Agrodemm From Greece, joined Apr 2000, 401 posts, RR: 0 Reply 4, posted (13 years 6 months 6 hours ago) and read 1726 times:
Here is the story in summary from the Greek Ministry of Foreign Affairs:
Alternate Foreign Minister Yiannos Kranidiotis was killed in a freak accident shortly before midnight yesterday when a plane carrying a Greek diplomatic mission to Bucharest plummeted some 17,000 feet in the air prior to landing. A total of six people died in the accident, including the minister's 25-year-old son. The plane dropped from an altitude of 23,000 feet to 6,000 feet, before pilots landed the aircraft safely at the Bucharest airport. According to reports, the plane lost altitude as it entered an air pocket, fatally injuring six of the passengers on board the Falcon commuter jet used by the Greek premier for his official travels abroad.The Greek alternate FM was on his way to a six-nation Balkan foreign ministers' meeting in the Romanian capital, focusing on regional cooperation.
For more info go to
Tailscraper From , joined Dec 1969, posts, RR: Reply 6, posted (13 years 5 months 4 weeks 1 day 13 hours ago) and read 1695 times:
Firstly, you may also wish to know that the flight crew are automatically absolved of responsibility in the event of pax. fatalities/injuries resulting in turbulence, even if the seat-belt signs were not illuminated.

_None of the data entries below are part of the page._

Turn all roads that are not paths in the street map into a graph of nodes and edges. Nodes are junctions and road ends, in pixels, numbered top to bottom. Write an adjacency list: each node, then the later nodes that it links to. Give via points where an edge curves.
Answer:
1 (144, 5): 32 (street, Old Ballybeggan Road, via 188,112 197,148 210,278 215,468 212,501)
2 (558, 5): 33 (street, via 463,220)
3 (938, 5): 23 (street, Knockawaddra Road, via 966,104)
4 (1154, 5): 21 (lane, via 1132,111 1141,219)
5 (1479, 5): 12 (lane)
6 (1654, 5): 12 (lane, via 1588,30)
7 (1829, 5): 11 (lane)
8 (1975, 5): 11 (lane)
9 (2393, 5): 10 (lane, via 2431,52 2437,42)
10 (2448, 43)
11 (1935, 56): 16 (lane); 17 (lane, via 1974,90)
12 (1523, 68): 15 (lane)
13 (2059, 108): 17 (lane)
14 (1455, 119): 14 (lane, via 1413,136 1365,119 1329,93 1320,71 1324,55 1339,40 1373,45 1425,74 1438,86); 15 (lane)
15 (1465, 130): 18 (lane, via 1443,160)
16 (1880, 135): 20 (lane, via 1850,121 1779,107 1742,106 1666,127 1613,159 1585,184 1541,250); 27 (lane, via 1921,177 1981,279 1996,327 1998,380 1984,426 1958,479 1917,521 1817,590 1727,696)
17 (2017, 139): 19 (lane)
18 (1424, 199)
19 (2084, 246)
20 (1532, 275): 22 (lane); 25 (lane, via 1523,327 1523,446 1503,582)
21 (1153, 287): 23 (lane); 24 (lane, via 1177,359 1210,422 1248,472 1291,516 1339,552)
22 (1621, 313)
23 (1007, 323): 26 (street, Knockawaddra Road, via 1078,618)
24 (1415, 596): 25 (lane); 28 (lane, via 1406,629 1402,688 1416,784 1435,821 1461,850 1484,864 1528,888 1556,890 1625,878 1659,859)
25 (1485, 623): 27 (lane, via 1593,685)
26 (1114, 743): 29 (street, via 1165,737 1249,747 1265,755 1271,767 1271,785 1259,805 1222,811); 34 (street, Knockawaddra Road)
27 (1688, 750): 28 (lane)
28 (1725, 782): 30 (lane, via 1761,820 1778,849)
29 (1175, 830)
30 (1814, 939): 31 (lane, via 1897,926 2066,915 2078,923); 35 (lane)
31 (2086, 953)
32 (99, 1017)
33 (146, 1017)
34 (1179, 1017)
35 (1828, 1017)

Two reasons-turbulence occurs unpredictably; and a fatality or injury could perceivably occur in the time between the initial encounter of rough air, and the time it then takes the flightcrew to illuminate the signs.
Don't forget the crew advise pax. prior to T/O of the need to stay seated with belts on during the entire flight, as a precaution against severe CAT.

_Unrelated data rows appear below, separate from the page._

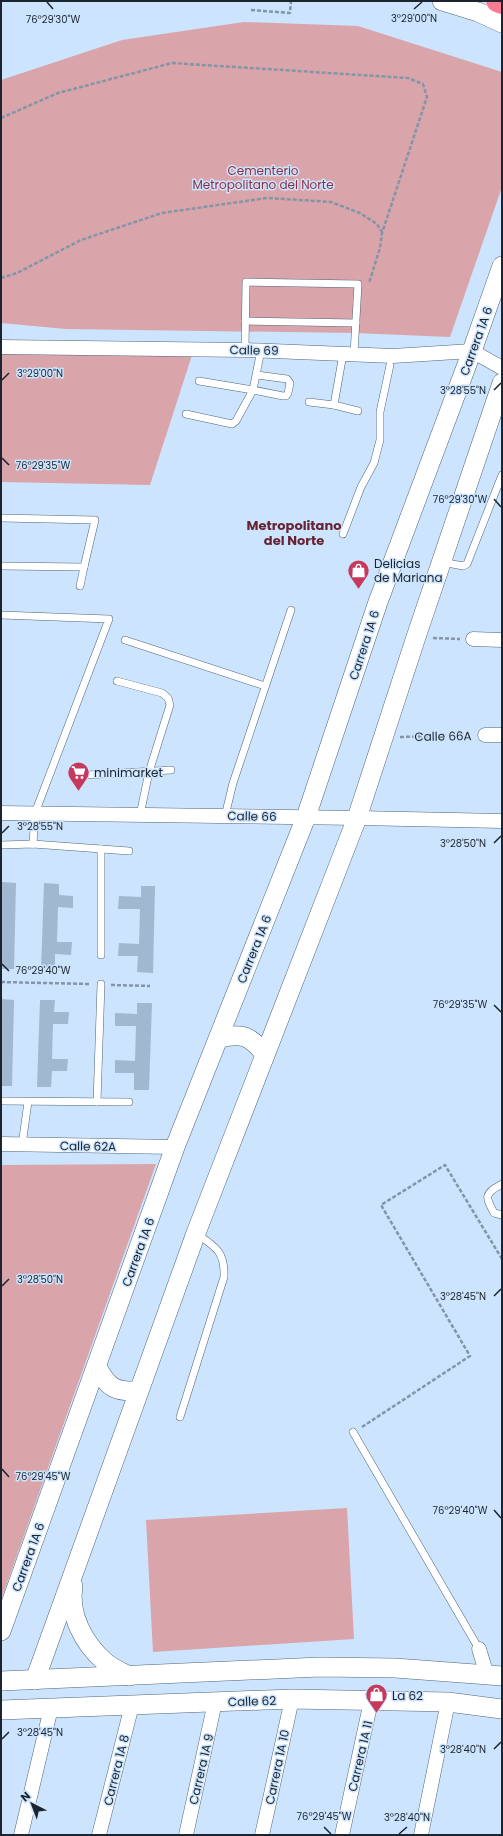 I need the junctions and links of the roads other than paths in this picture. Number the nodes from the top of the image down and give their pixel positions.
1 (442, 1) edge
2 (497, 1) edge
3 (502, 3) edge
4 (502, 23) edge
5 (502, 266) edge
6 (245, 321) junction
7 (356, 323) junction
8 (1, 347) edge
9 (245, 350) junction
10 (261, 350) junction
11 (472, 351) junction
12 (348, 354) junction
13 (392, 360) junction
14 (502, 368) edge
15 (257, 375) junction
16 (199, 381) dead end
17 (502, 383) edge
18 (253, 390) junction
19 (309, 402) dead end
20 (334, 405) junction
21 (358, 411) dead end
22 (186, 414) dead end
23 (502, 475) edge
24 (1, 518) edge
25 (343, 534) dead end
26 (441, 562) junction
27 (1, 566) edge
28 (84, 566) junction
29 (80, 586) dead end
30 (291, 610) dead end
31 (1, 615) edge
32 (473, 639) road end
33 (125, 640) dead end
34 (502, 640) edge
35 (118, 681) dead end
36 (265, 686) junction
37 (485, 735) road end
38 (502, 735) edge
39 (171, 770) dead end
40 (149, 772) junction
41 (87, 775) dead end
42 (1, 813) edge
43 (35, 813) junction
44 (140, 815) junction
45 (225, 816) junction
46 (306, 817) junction
47 (357, 818) junction
48 (502, 821) edge
49 (33, 844) junction
50 (1, 845) edge
51 (101, 849) junction
52 (129, 851) dead end
53 (100, 955) dead end
54 (101, 984) road end
55 (219, 1038) junction
56 (265, 1054) junction
57 (1, 1101) edge
58 (28, 1102) junction
59 (97, 1102) junction
60 (130, 1102) dead end
61 (1, 1144) edge
62 (22, 1145) junction
63 (175, 1148) junction
64 (502, 1184) edge
65 (502, 1215) edge
66 (196, 1234) junction
67 (97, 1366) junction
68 (139, 1391) junction
69 (180, 1417) dead end
70 (353, 1432) road end
71 (77, 1567) junction
72 (1, 1631) edge
73 (479, 1649) joint
74 (494, 1675) edge
75 (129, 1676) junction
76 (35, 1680) junction
77 (1, 1681) edge
78 (292, 1700) junction
79 (371, 1701) junction
80 (215, 1702) junction
81 (448, 1702) junction
82 (132, 1705) junction
83 (51, 1708) junction
84 (502, 1709) edge
85 (1, 1710) edge
86 (21, 1835) edge
87 (99, 1835) edge
88 (186, 1835) edge
89 (262, 1835) edge
90 (342, 1835) edge
91 (422, 1835) edge

1 - 4 street
2 - 3 highway
5 - 11 street, Carrera 1A 6
6 - 7 lane
6 - 7 lane
6 - 9 lane
7 - 12 lane
8 - 9 street, Calle 69
9 - 10 street, Calle 69
10 - 12 street, Calle 69
10 - 15 lane
11 - 13 street, Calle 69
11 - 14 street
11 - 46 street, Carrera 1A 6
12 - 13 street, Calle 69
12 - 20 lane
13 - 25 lane
15 - 18 lane
15 - 18 lane
16 - 18 lane
17 - 26 street
18 - 22 lane
19 - 20 lane
20 - 21 lane
23 - 26 lane
24 - 28 lane
26 - 47 street
27 - 28 lane
28 - 29 lane
30 - 36 lane
31 - 43 lane
32 - 34 street
33 - 36 lane
35 - 40 lane
36 - 45 lane
37 - 38 street, Calle 66A
39 - 40 lane
40 - 41 lane
40 - 44 lane
42 - 43 street, Calle 66
43 - 44 street, Calle 66
43 - 49 lane
44 - 45 street, Calle 66
45 - 46 street, Calle 66
46 - 47 street, Calle 66
46 - 55 street, Carrera 1A 6
47 - 48 street, Calle 66
47 - 56 street
49 - 50 lane
49 - 51 lane
51 - 52 lane
51 - 53 lane
54 - 59 lane
55 - 56 street
55 - 63 street, Carrera 1A 6
56 - 66 street
57 - 58 lane
58 - 59 lane
58 - 62 lane
59 - 60 lane
61 - 62 street, Calle 62A
62 - 63 street, Calle 62A
63 - 67 street, Carrera 1A 6
64 - 65 lane
66 - 68 street
66 - 69 lane
67 - 68 street
67 - 72 street, Carrera 1A 6
68 - 71 street
70 - 73 lane
71 - 75 street
71 - 76 street
73 - 74 street
74 - 75 street
75 - 76 street
76 - 77 street
78 - 79 street, Calle 62
78 - 80 street, Calle 62
78 - 89 street, Carrera 1A 10
79 - 81 street, Calle 62
79 - 90 street, Carrera 1A 11
80 - 82 street, Calle 62
80 - 88 street, Carrera 1A 9
81 - 84 street, Calle 62
81 - 91 street
82 - 83 street, Calle 62
82 - 87 street, Carrera 1A 8
83 - 85 street, Calle 62
83 - 86 street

The stall of that SQ? Well, here's the extract:
16 Oct 1993 9V-??? [I wonder who supressed that info!! ]
"This (unknown) SQ a/c appears to have lost airspeed and stalled while at cruising altitude on a normal SIN-LHR sector: witnesses in the cabin reported buffeting and audible stall-warnings, before some of the cabin staff were thrown off their feet and pax. drinks hit the ceiling. The pilots later said that one of the airspeed indicators appeared to be displaying "frozen" readings, and was therefore disagreeing with the other: the incident occurred while they were considering which instrument was providing the correct information. Boeing (and it's suppliers) examined all the equipment, systems and software that might have had a bearing on the problem, but nothing was found. The a/c itself was undamaged, and after a thorough check was returned to service.

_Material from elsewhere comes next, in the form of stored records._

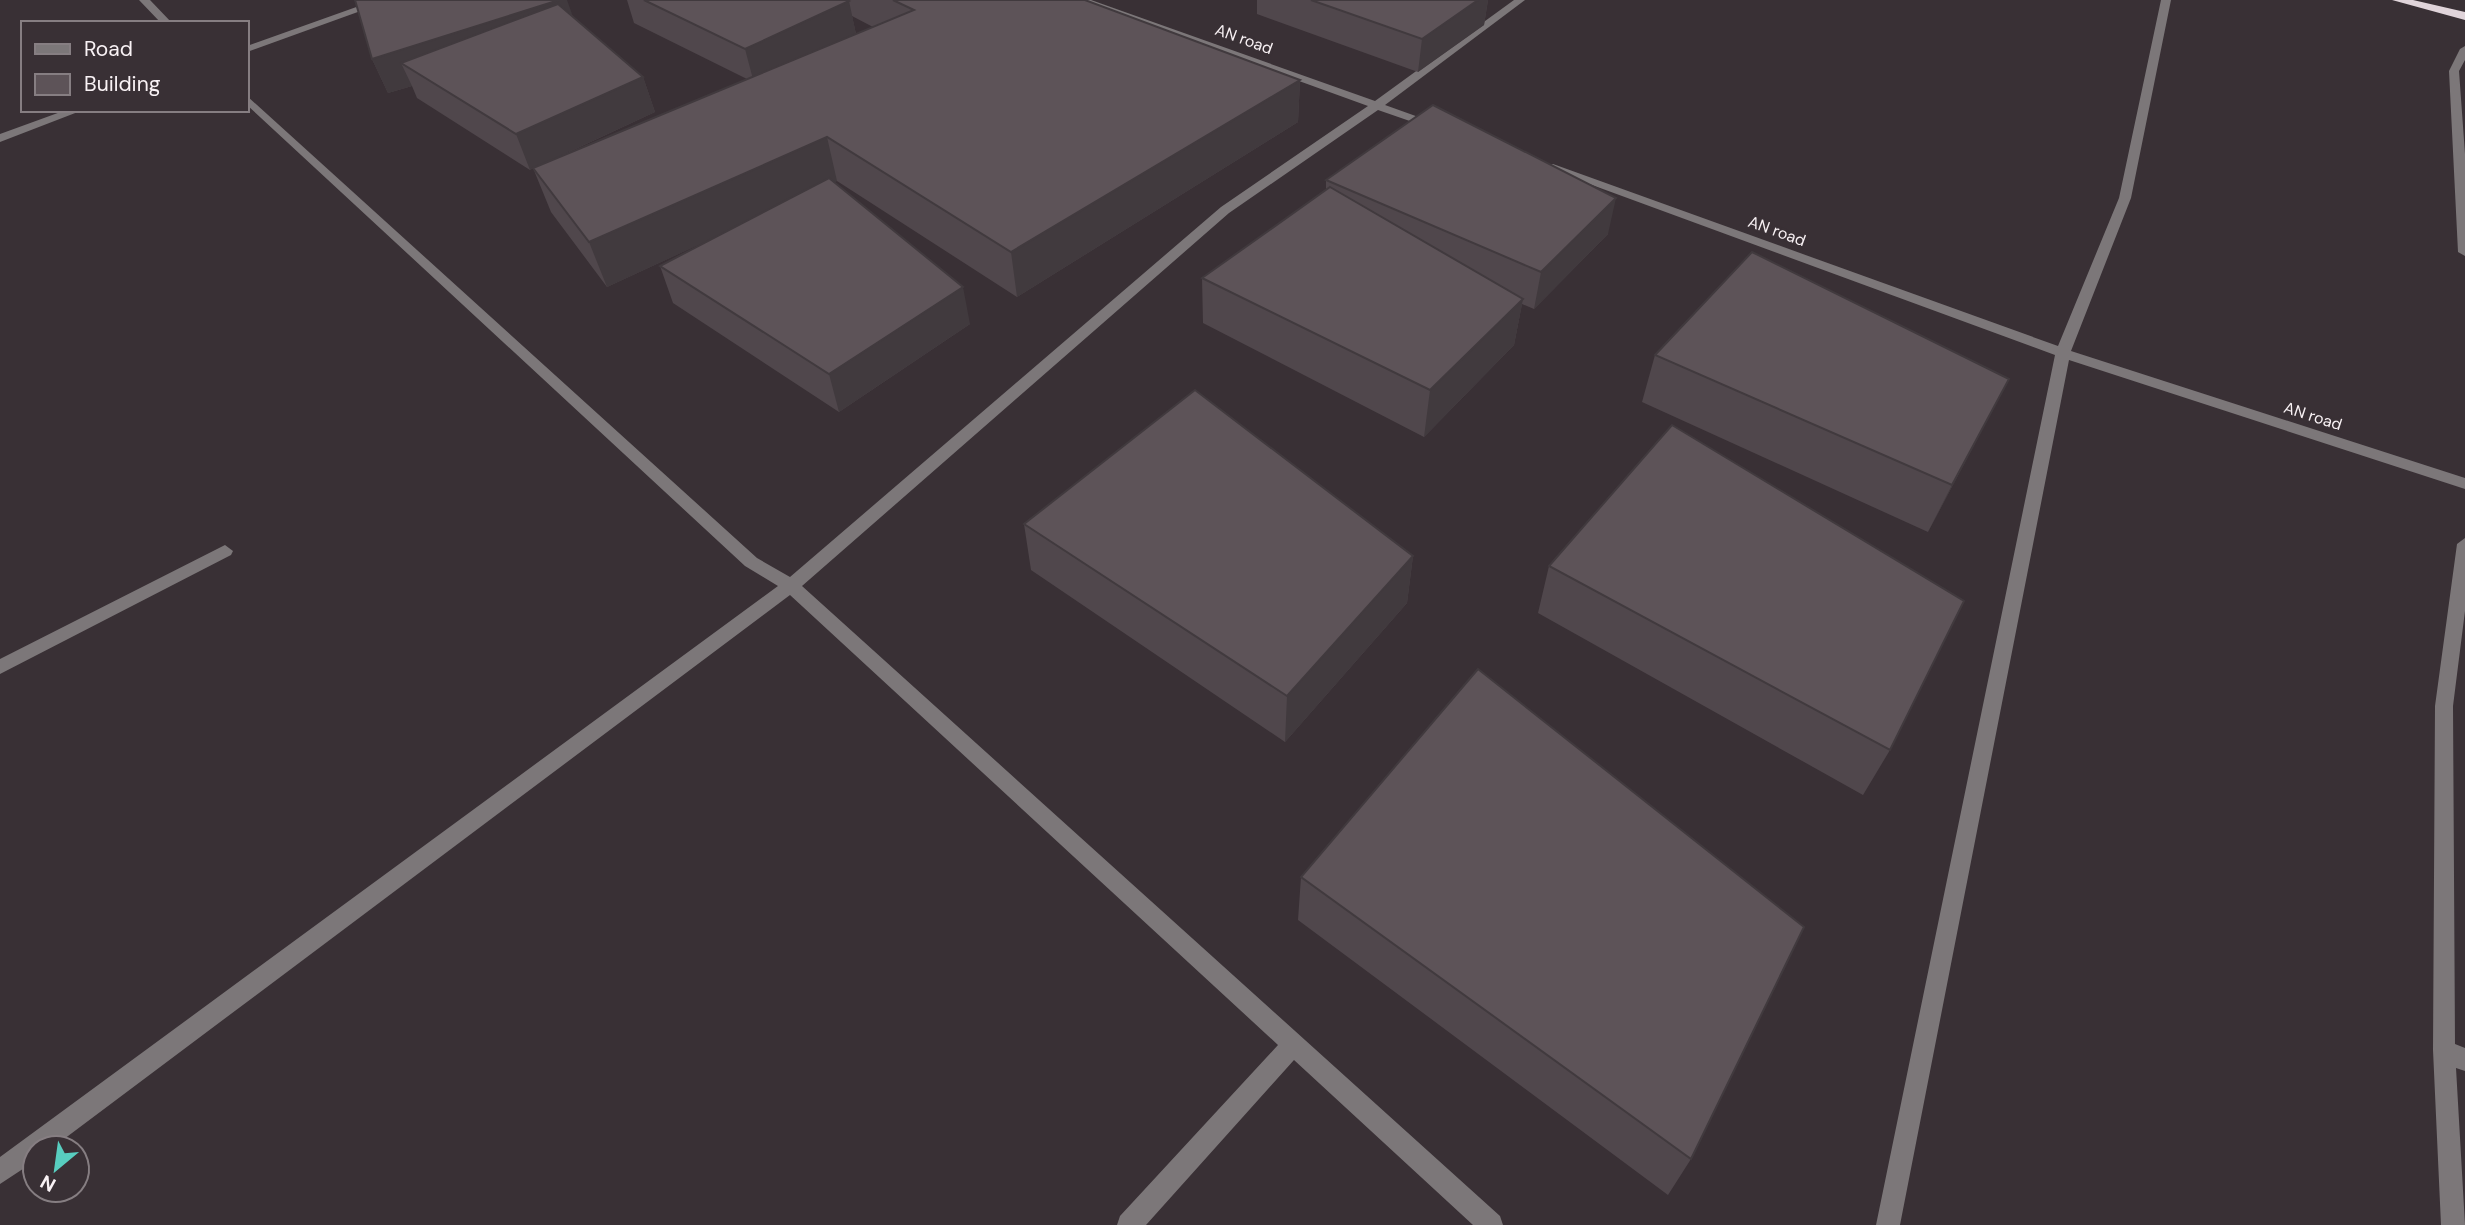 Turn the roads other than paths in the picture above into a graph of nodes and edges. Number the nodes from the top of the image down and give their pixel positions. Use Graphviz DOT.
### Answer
graph roads {
  1 [pos="144,0"];
  2 [pos="386,0"];
  3 [pos="1082,0"];
  4 [pos="1520,0"];
  5 [pos="2165,0"];
  6 [pos="2398,0"];
  7 [pos="2465,16"];
  8 [pos="165,21"];
  9 [pos="248,49"];
  10 [pos="2465,49"];
  11 [pos="248,100"];
  12 [pos="1374,104"];
  13 [pos="72,112"];
  14 [pos="1452,132"];
  15 [pos="0,138"];
  16 [pos="1530,160"];
  17 [pos="2465,252"];
  18 [pos="2063,353"];
  19 [pos="2465,484"];
  20 [pos="2465,544"];
  21 [pos="225,551"];
  22 [pos="791,586"];
  23 [pos="0,667"];
  24 [pos="1293,1045"];
  25 [pos="2444,1049"];
  26 [pos="2465,1060"];
  27 [pos="0,1172"];
  28 [pos="1129,1225"];
  29 [pos="1491,1225"];
  30 [pos="1888,1225"];
  31 [pos="2453,1225"];
  1 -- 8 [label="street"];
  2 -- 9 [label="street"];
  3 -- 12 [label="street, AN road"];
  4 -- 12 [label="street"];
  5 -- 18 [label="street"];
  6 -- 7 [label="highway"];
  10 -- 17 [label="street"];
  11 -- 22 [label="street"];
  12 -- 14 [label="street, AN road"];
  12 -- 22 [label="street"];
  13 -- 15 [label="street"];
  16 -- 18 [label="street, AN road"];
  18 -- 19 [label="street, AN road"];
  18 -- 30 [label="street"];
  20 -- 25 [label="street"];
  21 -- 23 [label="street"];
  22 -- 24 [label="street"];
  22 -- 27 [label="street"];
  24 -- 28 [label="street"];
  24 -- 29 [label="street"];
  25 -- 26 [label="street"];
  25 -- 31 [label="street"];
}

Hmmm, something smells fishy about that....
Anyway, here's another interesting incident, out of the many I have relished reading:
5 Apr.97 G-BNLF 
This BA a/c suffered significant damage while attempting to land at Lilongwe Airport, Malawi, during a heavy rainstorm; the GWPS sounded a "sink rate" alarm immediately before touchdown, and windshear may have played a part in the subsequent 2.85G (!!) initial impact. The aircraft bounced into the air (a 744!!) again after this first contact, and the crew initiated a GA, which was followed by a perfectly normal landing. After a full "heavy landing" inspection at Lilongw, the a/c was returned to service, and flew two more sectors before returning to LGW. Only at LGW was the extent of the damage fully realised, and the a/c withdrawn from service. After being ferried to BA's maintenence HQ at LHR, a thorough check revealed a frightening degree of damage. The repairs took 6 weeks to complete and cost several million pounds.